## The problem
Nothing belongs in the answer except the lines of the material that include "highway".

## Data for analysis
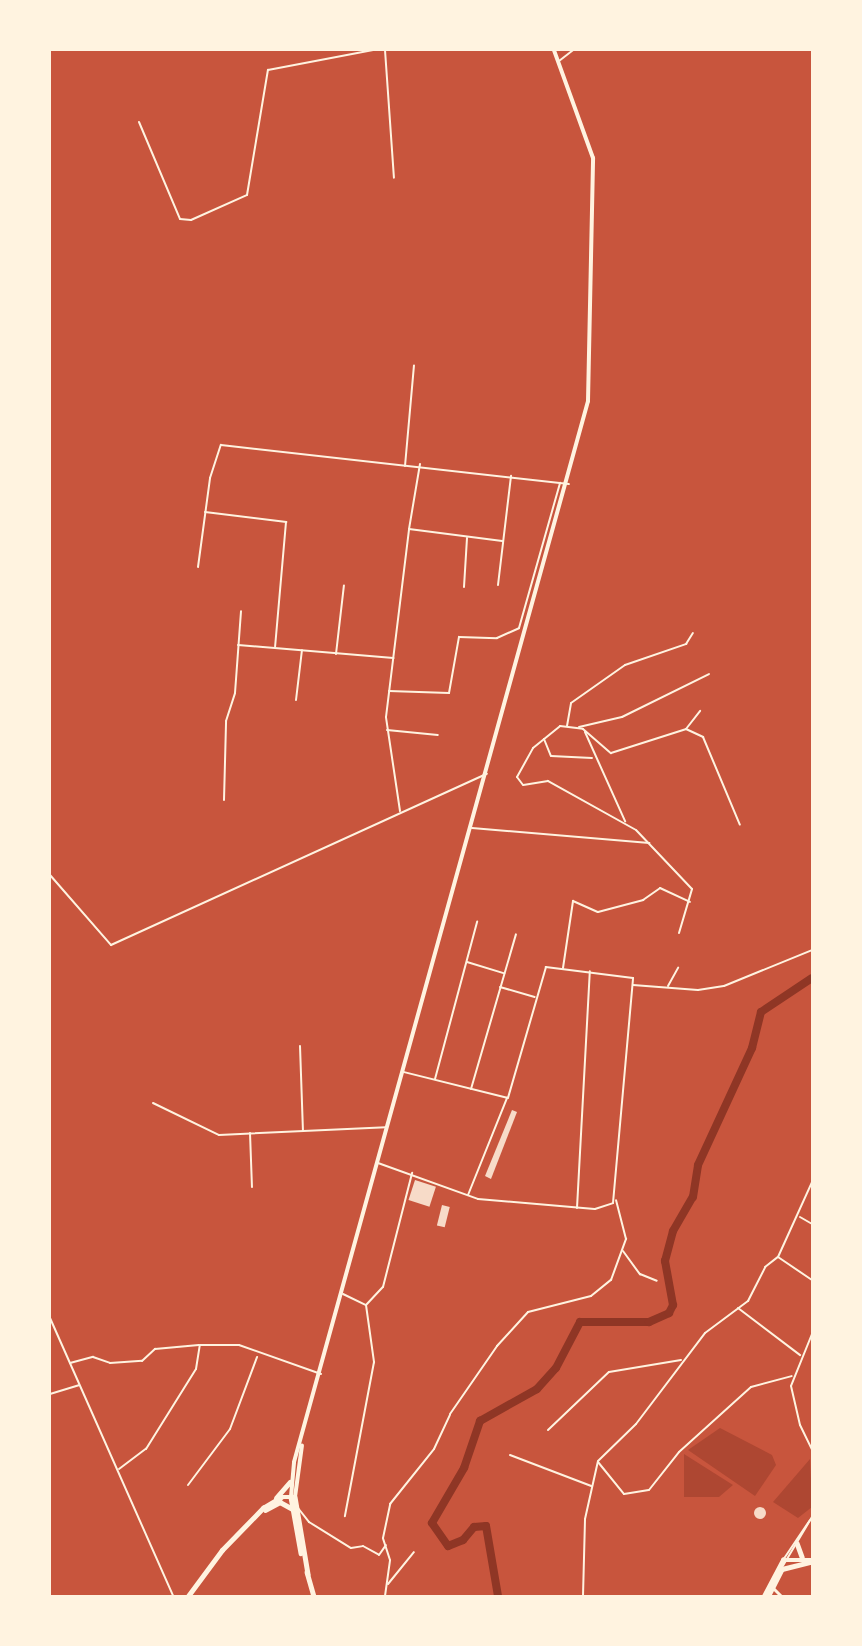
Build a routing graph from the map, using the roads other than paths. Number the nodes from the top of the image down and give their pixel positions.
1 (292, 50) edge
2 (313, 50) edge
3 (373, 50) edge
4 (385, 50) edge
5 (554, 50) edge
6 (573, 50) edge
7 (558, 62) junction
8 (139, 122) dead end
9 (394, 178) dead end
10 (414, 365) dead end
11 (420, 463) junction
12 (405, 466) junction
13 (511, 476) junction
14 (560, 483) junction
15 (568, 484) junction
16 (205, 512) junction
17 (409, 529) junction
18 (467, 538) junction
19 (502, 541) junction
20 (198, 567) dead end
21 (344, 585) dead end
22 (498, 585) dead end
23 (464, 587) dead end
24 (241, 611) dead end
25 (693, 633) dead end
26 (238, 645) junction
27 (275, 647) junction
28 (302, 650) junction
29 (336, 654) junction
30 (393, 658) junction
31 (709, 674) dead end
32 (389, 691) junction
33 (297, 700) dead end
34 (700, 711) dead end
35 (567, 726) junction
36 (579, 727) junction
37 (583, 729) junction
38 (686, 729) junction
39 (387, 730) junction
40 (438, 735) dead end
41 (544, 739) junction
42 (594, 759) junction
43 (487, 774) junction
44 (224, 800) dead end
45 (400, 811) junction
46 (626, 821) junction
47 (741, 825) dead end
48 (472, 828) junction
49 (650, 843) junction
50 (50, 875) edge
51 (690, 902) junction
52 (477, 922) dead end
53 (680, 933) dead end
54 (516, 934) dead end
55 (813, 950) edge
56 (467, 962) junction
57 (563, 968) junction
58 (678, 968) dead end
59 (590, 971) junction
60 (504, 973) junction
61 (633, 985) junction
62 (668, 986) junction
63 (500, 987) junction
64 (536, 997) junction
65 (300, 1046) dead end
66 (404, 1072) junction
67 (435, 1079) junction
68 (471, 1089) junction
69 (508, 1098) junction
70 (153, 1103) dead end
71 (389, 1127) junction
72 (303, 1131) junction
73 (250, 1133) junction
74 (378, 1163) junction
75 (412, 1173) junction
76 (813, 1182) edge
77 (252, 1187) dead end
78 (468, 1195) junction
79 (616, 1200) junction
80 (577, 1208) junction
81 (800, 1217) junction
82 (813, 1224) edge
83 (622, 1251) junction
84 (778, 1257) junction
85 (813, 1280) edge
86 (657, 1281) dead end
87 (343, 1294) junction
88 (366, 1305) junction
89 (738, 1308) junction
90 (50, 1318) edge
91 (813, 1334) edge
92 (201, 1345) junction
93 (800, 1355) junction
94 (257, 1356) junction
95 (681, 1360) junction
96 (70, 1363) junction
97 (321, 1374) junction
98 (792, 1376) junction
99 (79, 1385) junction
100 (50, 1394) edge
101 (307, 1420) junction
102 (548, 1430) dead end
103 (813, 1450) edge
104 (510, 1455) dead end
105 (598, 1461) junction
106 (119, 1469) junction
107 (290, 1482) junction
108 (188, 1485) dead end
109 (591, 1486) junction
110 (293, 1497) junction
111 (278, 1500) junction
112 (293, 1507) junction
113 (345, 1516) dead end
114 (813, 1517) edge
115 (797, 1543) junction
116 (386, 1545) junction
117 (414, 1552) dead end
118 (802, 1557) junction
119 (785, 1559) junction
120 (813, 1561) edge
121 (780, 1571) junction
122 (386, 1586) junction
123 (768, 1591) edge
124 (173, 1596) edge
125 (188, 1596) edge
126 (314, 1596) edge
127 (385, 1596) edge
128 (583, 1596) edge
129 (781, 1596) edge

1 - 2 street
3 - 8 street
4 - 9 street
5 - 7 main road
6 - 7 street
7 - 15 main road
10 - 12 street
11 - 12 street
11 - 13 street
11 - 17 street
12 - 16 street
13 - 14 street
13 - 19 street
14 - 15 street
14 - 32 street
15 - 43 main road
16 - 20 street
16 - 27 street
17 - 18 street
17 - 30 street
18 - 19 street
18 - 23 street
19 - 22 street
21 - 29 street
24 - 26 street
25 - 35 street
26 - 27 street
26 - 44 street
27 - 28 street
28 - 29 street
28 - 33 street
29 - 30 street
30 - 32 street
31 - 36 street
32 - 39 street
34 - 38 street
35 - 36 street
35 - 41 street
36 - 37 street
37 - 38 street
37 - 42 street
38 - 47 street
39 - 40 street
39 - 45 street
41 - 42 street
41 - 46 street
42 - 46 street
43 - 45 street
43 - 48 main road
45 - 50 street
46 - 49 street
48 - 49 street
48 - 66 main road
49 - 51 street
51 - 53 street
51 - 57 street
52 - 56 street
54 - 60 street
55 - 62 street
56 - 60 street
56 - 67 street
57 - 59 street
57 - 64 street
58 - 62 street
59 - 61 street
59 - 80 street
60 - 63 street
61 - 62 street
61 - 79 street
63 - 64 street
63 - 68 street
64 - 69 street
65 - 72 street
66 - 67 street
66 - 71 main road
67 - 68 street
68 - 69 street
69 - 78 street
70 - 73 street
71 - 72 street
71 - 74 main road
72 - 73 street
73 - 77 street
74 - 75 street
74 - 87 main road
75 - 78 street
75 - 88 street
76 - 81 street
78 - 80 street
79 - 80 street
79 - 83 street
81 - 82 street
81 - 84 street
83 - 86 street
83 - 116 street
84 - 85 street
84 - 89 street
87 - 88 street
87 - 97 main road
88 - 113 street
89 - 93 street
89 - 95 street
90 - 96 street
91 - 93 street
92 - 94 street
92 - 96 street
92 - 106 street
93 - 98 street
94 - 97 street
94 - 108 street
95 - 102 street
95 - 105 street
96 - 99 street
97 - 101 main road
98 - 103 street
98 - 105 street
99 - 100 street
99 - 106 street
101 - 107 main road
101 - 110 main road
104 - 109 street
105 - 109 street
106 - 124 street
107 - 110 main road
107 - 111 highway
109 - 128 street
110 - 111 highway
110 - 112 highway
111 - 112 highway
111 - 125 highway
112 - 116 street
112 - 126 highway
114 - 115 street
114 - 119 street
115 - 118 highway
115 - 119 street
116 - 122 street
117 - 122 street
118 - 119 highway
118 - 120 highway
119 - 121 street
119 - 123 highway
120 - 121 highway
121 - 123 highway
122 - 127 street
123 - 129 street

## Problem solution
107 - 111 highway
110 - 111 highway
110 - 112 highway
111 - 112 highway
111 - 125 highway
112 - 126 highway
115 - 118 highway
118 - 119 highway
118 - 120 highway
119 - 123 highway
120 - 121 highway
121 - 123 highway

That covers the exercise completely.